Conclusion: BMW's strategic evolution involves navigating challenges from regulatory changes,
technological shifts towards electric mobility, and collaborative ventures with industry peers like
Daimler. The integration of advanced technologies and adaptive strategies positions BMW to
thrive in a rapidly changing automotive landscape focused on sustainability and innovative
mobility solutions.
Nieuwoudt, A. C. (2013). An analysis of South African automotive supplier parks from a
supply chain perspective with specific reference to the Rosslyn Automotive Supplier
Park. University of Johannesburg (South Africa).

Research 3

Pozo Cardenal, A., & Carrió Garcia, F. (2013).
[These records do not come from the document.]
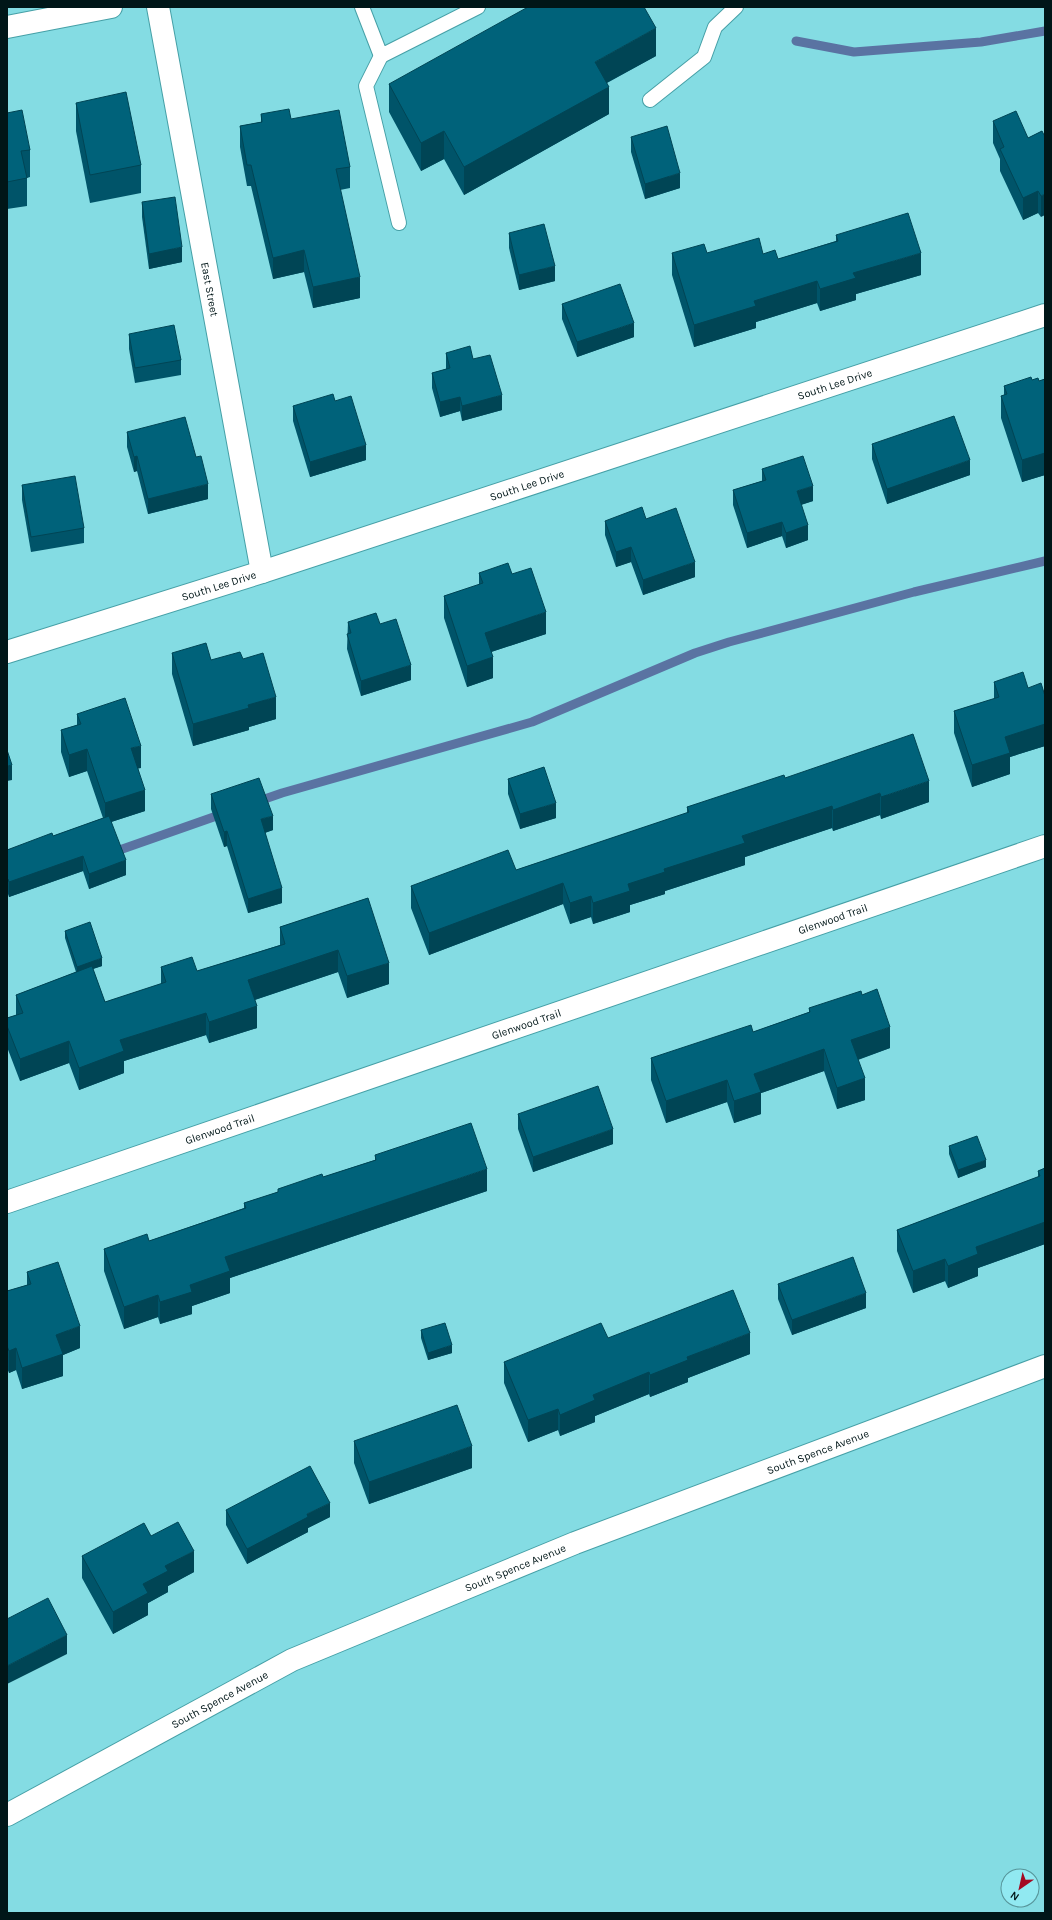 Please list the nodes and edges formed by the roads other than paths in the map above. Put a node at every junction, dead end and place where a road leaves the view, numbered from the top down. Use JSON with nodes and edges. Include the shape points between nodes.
{"nodes":[{"id":1,"x":111,"y":7,"type":"edge"},
{"id":2,"x":158,"y":7,"type":"edge"},
{"id":3,"x":362,"y":7,"type":"edge"},
{"id":4,"x":478,"y":7,"type":"edge"},
{"id":5,"x":736,"y":7,"type":"edge"},
{"id":6,"x":7,"y":27,"type":"edge"},
{"id":7,"x":381,"y":56,"type":"junction"},
{"id":8,"x":650,"y":100,"type":"dead end"},
{"id":9,"x":399,"y":223,"type":"dead end"},
{"id":10,"x":1045,"y":315,"type":"edge"},
{"id":11,"x":262,"y":572,"type":"junction"},
{"id":12,"x":7,"y":652,"type":"edge"},
{"id":13,"x":1045,"y":846,"type":"edge"},
{"id":14,"x":7,"y":1202,"type":"edge"},
{"id":15,"x":1045,"y":1366,"type":"edge"},
{"id":16,"x":7,"y":1815,"type":"edge"}],
"edges":[{"from":1,"to":6,"type":"street"},
{"from":2,"to":11,"type":"street","name":"East Street"},
{"from":3,"to":7,"type":"lane"},
{"from":4,"to":7,"type":"lane"},
{"from":5,"to":8,"type":"lane","via":[[715,27],[704,57]]},
{"from":7,"to":9,"type":"lane","via":[[366,86]]},
{"from":10,"to":11,"type":"street","name":"South Lee Drive"},
{"from":11,"to":12,"type":"street","name":"South Lee Drive"},
{"from":13,"to":14,"type":"street","name":"Glenwood Trail"},
{"from":15,"to":16,"type":"street","name":"South Spence Avenue","via":[[576,1542],[292,1660]]}]} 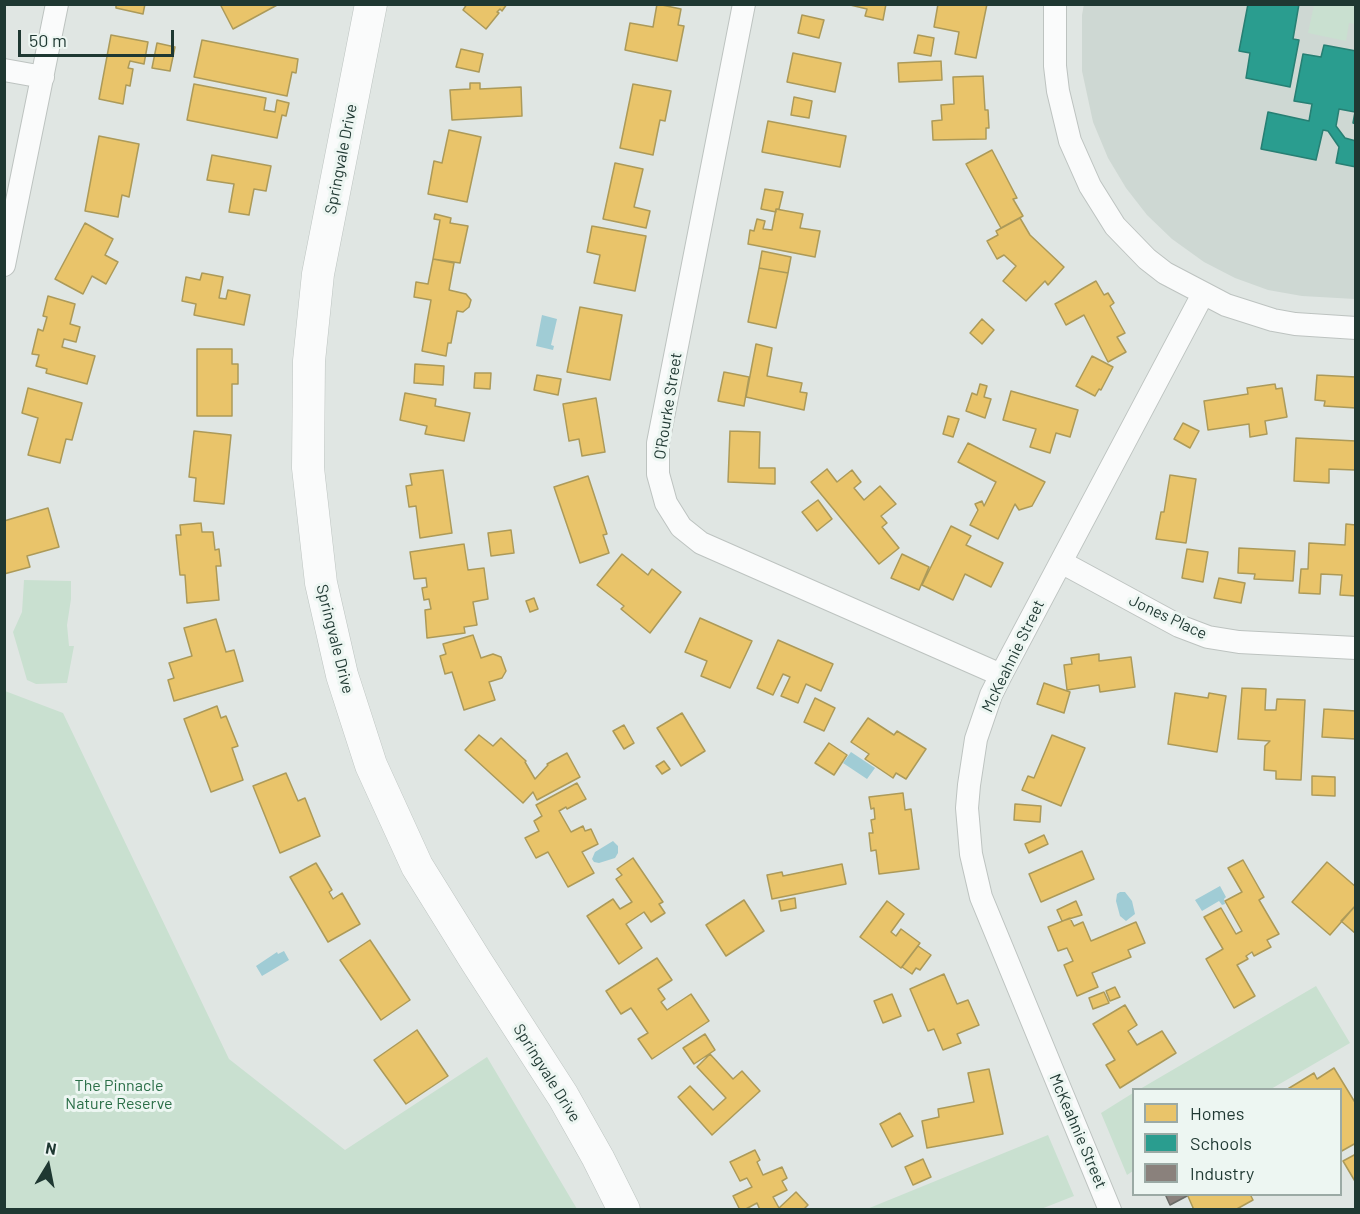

Qualitative and quantitative financial
analysis of BMW GROUP.

Here are the key points summarizing the section on BMW Group's targets:

1. Strategy Number ONE:


o BMW Group formulated Strategy Number ONE to ensure profitability and
enhance long-term value amidst dynamic market changes.
o Implemented since 2007, focusing on Growth, Shaping the Future, Profitability,
and Access to Technologies and Customers.
o Aims to maintain leadership in the premium automobile market globally.
2. Customer Target:
o Primarily targets individuals with high purchasing power such as executives,
traditional company owners, and young professionals.
o Also engages in marketing efforts to expand consumption among broader
population segments.
3. Future Expectations - 2016 Targets:
o Pursues a growth strategy with expectations to increase investments in R&D and
enhance profitability metrics like Capex and Payout ratios.
o Focus on automotive segment efficiency and profitability growth.
4. Shareholders and Broad Investor Base:
o Majority ownership (34% + 12.6% by Quandt family and Susanne Klatten
respectively) underscores concentrated control.
o Broad investor base globally supports financial stability and market expansion.
o Significant presence in Europe with strategic and institutional investors
contributing to the company's strategic direction.
5. Financial Performance:
o Despite global economic crises in 2008-2009, BMW Group's revenues have
shown consistent growth, particularly in recent years.
oSales volumes have increased, with BMW maintaining leadership while MINI
and Rolls-Royce also experiencing relative growth.
o Acquisition of Husqvarna in motorcycles sector has enhanced profitability.
6. Financial Services:
o BMW Financial Services offers a comprehensive portfolio including financing,
leasing, insurance, asset management, and dealer financing.
o Tailored services for individual consumers and corporate clients, providing
flexibility and cost-effective solutions.
o Examples include BMW Select for flexible financing combining benefits of
buying and leasing, BMW Elegance for comprehensive vehicle coverage, and
rental options for hassle-free vehicle use.
7. Innovation:
o BMW Group's Research and Innovation Center (FIZ) and BMW Group Research
and Technology drive future technologies and vehicle development.
o Focus on innovation to maintain competitive edge in automotive technology and
sustainable mobility solutions.
o Continuous investment in R&D to anticipate and respond to market and
technological advancements.

These points highlight BMW Group's strategic focus on profitability, market leadership,
customer satisfaction, financial stability, and technological innovation in the global automotive
industry.

Innovation Leadership:

 BMW Group emphasizes innovation through its Research and Development departments,
aiming to gain competitive advantage in the premium automotive sector.
 Focus areas include new technologies, alternative powertrains, energy management
concepts, active safety systems, driver assistance, and information and communication
technologies in cars.
 Approach characterized by a combination of revolutionary (major technological leaps)
and evolutionary (continuous improvement) developments.